Various Data, Including Mobile Phones, Lodging Services, Navigation App, and Transit Info Were Used to Estimated Travel Time and Speed Benefits by Route and Traffic Mode Changes for the Rio Olympics.
During major events, traffic disruptions can intensify significantly. Information technologies could be effective in such cases to urge the crowds as they may be more willing to adopt collective recommendations and use a certain travel mode that can potentially benefit the traffic and reduce travel times collectively. This study evaluated a demand management that involved informed mode change strategy for travelers during peak hours that may help reduce congestion, in the context of the Summer Olympic Games in Rio de Janeiro in 2016. This study forecasted the traffic surge due to the Olympic games, integrated data from various sources such as mobile phones, lodging services, navigation app, and transit info with game schedules and expected venue attendance. Based on the data, route choices during peak hours were evaluated and the most congestion-contributing trips that could be transitioned from vehicles to public transit were identified.
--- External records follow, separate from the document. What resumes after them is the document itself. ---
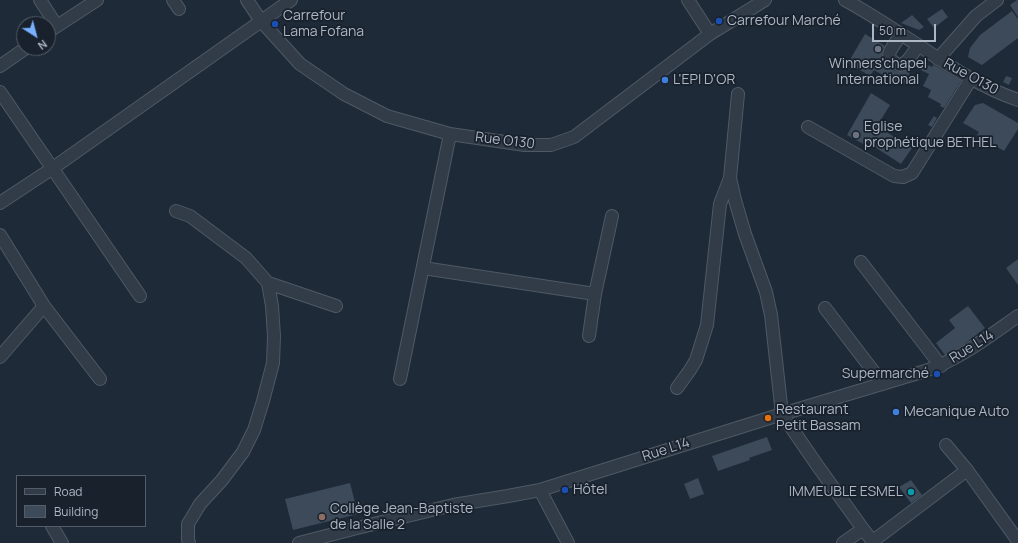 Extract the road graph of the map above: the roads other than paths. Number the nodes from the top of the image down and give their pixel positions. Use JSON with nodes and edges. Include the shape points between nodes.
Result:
{"nodes":[{"id":1,"x":40,"y":0,"type":"edge"},
{"id":2,"x":96,"y":0,"type":"edge"},
{"id":3,"x":247,"y":0,"type":"edge"},
{"id":4,"x":291,"y":0,"type":"edge"},
{"id":5,"x":688,"y":0,"type":"edge"},
{"id":6,"x":765,"y":0,"type":"edge"},
{"id":7,"x":845,"y":0,"type":"edge"},
{"id":8,"x":997,"y":0,"type":"edge"},
{"id":9,"x":47,"y":16,"type":"edge"},
{"id":10,"x":261,"y":21,"type":"junction"},
{"id":11,"x":56,"y":27,"type":"edge"},
{"id":12,"x":710,"y":34,"type":"junction"},
{"id":13,"x":901,"y":34,"type":"junction"},
{"id":14,"x":918,"y":46,"type":"junction"},
{"id":15,"x":16,"y":55,"type":"edge"},
{"id":16,"x":938,"y":59,"type":"junction"},
{"id":17,"x":0,"y":66,"type":"edge"},
{"id":18,"x":971,"y":79,"type":"junction"},
{"id":19,"x":0,"y":92,"type":"edge"},
{"id":20,"x":738,"y":94,"type":"dead end"},
{"id":21,"x":1018,"y":100,"type":"edge"},
{"id":22,"x":808,"y":126,"type":"dead end"},
{"id":23,"x":450,"y":134,"type":"junction"},
{"id":24,"x":53,"y":168,"type":"junction"},
{"id":25,"x":730,"y":178,"type":"junction"},
{"id":26,"x":0,"y":203,"type":"edge"},
{"id":27,"x":176,"y":211,"type":"dead end"},
{"id":28,"x":612,"y":216,"type":"dead end"},
{"id":29,"x":0,"y":235,"type":"edge"},
{"id":30,"x":861,"y":262,"type":"dead end"},
{"id":31,"x":423,"y":268,"type":"junction"},
{"id":32,"x":268,"y":283,"type":"junction"},
{"id":33,"x":595,"y":294,"type":"junction"},
{"id":34,"x":140,"y":296,"type":"dead end"},
{"id":35,"x":44,"y":306,"type":"junction"},
{"id":36,"x":336,"y":306,"type":"dead end"},
{"id":37,"x":825,"y":308,"type":"dead end"},
{"id":38,"x":1018,"y":316,"type":"edge"},
{"id":39,"x":589,"y":336,"type":"dead end"},
{"id":40,"x":0,"y":357,"type":"edge"},
{"id":41,"x":941,"y":366,"type":"junction"},
{"id":42,"x":100,"y":379,"type":"dead end"},
{"id":43,"x":400,"y":379,"type":"dead end"},
{"id":44,"x":883,"y":384,"type":"junction"},
{"id":45,"x":677,"y":388,"type":"dead end"},
{"id":46,"x":782,"y":414,"type":"junction"},
{"id":47,"x":946,"y":445,"type":"dead end"},
{"id":48,"x":966,"y":470,"type":"junction"},
{"id":49,"x":540,"y":490,"type":"junction"},
{"id":50,"x":53,"y":527,"type":"edge"},
{"id":51,"x":863,"y":529,"type":"junction"},
{"id":52,"x":1018,"y":541,"type":"edge"},
{"id":53,"x":873,"y":542,"type":"edge"},
{"id":54,"x":62,"y":543,"type":"edge"},
{"id":55,"x":189,"y":543,"type":"edge"},
{"id":56,"x":299,"y":543,"type":"edge"},
{"id":57,"x":568,"y":543,"type":"edge"},
{"id":58,"x":843,"y":543,"type":"edge"}],
"edges":[{"from":1,"to":9,"type":"street"},
{"from":2,"to":11,"type":"street"},
{"from":3,"to":10,"type":"street","name":"Rue O130"},
{"from":4,"to":10,"type":"street"},
{"from":5,"to":12,"type":"street"},
{"from":6,"to":12,"type":"street","name":"Rue O130"},
{"from":7,"to":13,"type":"street","name":"Rue O130"},
{"from":8,"to":16,"type":"street","via":[[976,16]]},
{"from":10,"to":23,"type":"street","name":"Rue O130","via":[[300,64],[344,94],[387,116]]},
{"from":10,"to":24,"type":"street"},
{"from":12,"to":23,"type":"street","name":"Rue O130","via":[[574,137],[551,145],[525,145]]},
{"from":13,"to":14,"type":"street","name":"Rue O130"},
{"from":13,"to":14,"type":"street","via":[[889,56],[897,64],[903,65]]},
{"from":14,"to":16,"type":"street","name":"Rue O130"},
{"from":15,"to":17,"type":"street"},
{"from":16,"to":18,"type":"street","name":"Rue O130"},
{"from":18,"to":21,"type":"street","name":"Rue O130"},
{"from":18,"to":22,"type":"street","via":[[912,173],[903,177],[894,176]]},
{"from":19,"to":24,"type":"street"},
{"from":20,"to":25,"type":"street"},
{"from":23,"to":31,"type":"street"},
{"from":24,"to":26,"type":"street"},
{"from":24,"to":34,"type":"street"},
{"from":25,"to":45,"type":"street","via":[[720,204],[708,325],[696,360]]},
{"from":25,"to":46,"type":"street","via":[[745,234],[766,292]]},
{"from":27,"to":32,"type":"street","via":[[190,216],[246,258]]},
{"from":28,"to":33,"type":"street"},
{"from":29,"to":35,"type":"street"},
{"from":30,"to":41,"type":"street"},
{"from":31,"to":33,"type":"street"},
{"from":31,"to":43,"type":"street"},
{"from":32,"to":36,"type":"street"},
{"from":32,"to":55,"type":"street","via":[[274,336],[273,363],[263,402],[254,430],[243,452],[200,504],[188,524]]},
{"from":33,"to":39,"type":"street"},
{"from":35,"to":40,"type":"street"},
{"from":35,"to":42,"type":"street"},
{"from":37,"to":44,"type":"street"},
{"from":38,"to":41,"type":"street","name":"Rue L14","via":[[971,349]]},
{"from":41,"to":44,"type":"street","name":"Rue L14"},
{"from":44,"to":46,"type":"street","name":"Rue L14"},
{"from":46,"to":49,"type":"street","name":"Rue L14"},
{"from":46,"to":51,"type":"street"},
{"from":47,"to":48,"type":"street"},
{"from":48,"to":52,"type":"street"},
{"from":48,"to":53,"type":"street"},
{"from":49,"to":56,"type":"street","name":"Rue L14","via":[[453,505]]},
{"from":49,"to":57,"type":"street"},
{"from":50,"to":54,"type":"street"},
{"from":51,"to":53,"type":"street"},
{"from":51,"to":58,"type":"street"}]}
The study first estimated the travel demand of the local population and their fraction in private vehicles. The data resources used for this task were: mobile phone data, private navigation application data, camera data, online short-term house rental data, hotel data, the Olympic game schedules and information of venues. Then tourists’ travel mode splits were estimated for four mobility modes: 1) walking and metro/ bus rapid transit (BRT), 2) bike and metro/BRT, 3) taxi, and 4) bus. Then traffic demand assignment was performed to estimate the travel time and volume on each road segment. This study tested an informed mode change strategy that targeted a selected fraction of travelers to change their modes from driving to the metro and BRT. The selection of the travelers for mode change was based on the estimated travel time (marginal cost) savings of others after removing one vehicle from the road system. (i.e., larger marginal cost indicate more collective travel time would be saved). The study only considered the trips in which both origins and destinations (OD) were located close to the metro or BRT stations, which meant travelers could switch to public transport rather than driving. As a benchmark, the study kept the same number of total reduced trips but uniformly distributed them to all OD pairs near Metro and BRT stations to be able to evaluate the effectiveness of the informed mode change strategy.
- Compared to the uniform benchmark, the informed mode change strategy based on marginal costs was five times more effective. For example, reducing 60 percent of the flow from the selected 5,000 OD pairs at the range of two kilometers (1.24 miles) from the transit stations represented 1.14 percent of the total vehicle flows. In that case, the percentage reduction in the collective travel time was more than 10 percent with informed mode change strategy, and only two percent with the uniform benchmark case.
- Reducing 60 percent of the flow from the selected 6,000 OD pairs at the range of two kilometers from the transit stations represented limiting 1.4 percent of the total car demand. In that case, the percentage reduction in the collective travel time was 10.6 percent with the informed mode change strategy, with an added benefit of 7.7 percent increase in speeds (from 37.08 to 39.94 km per hour).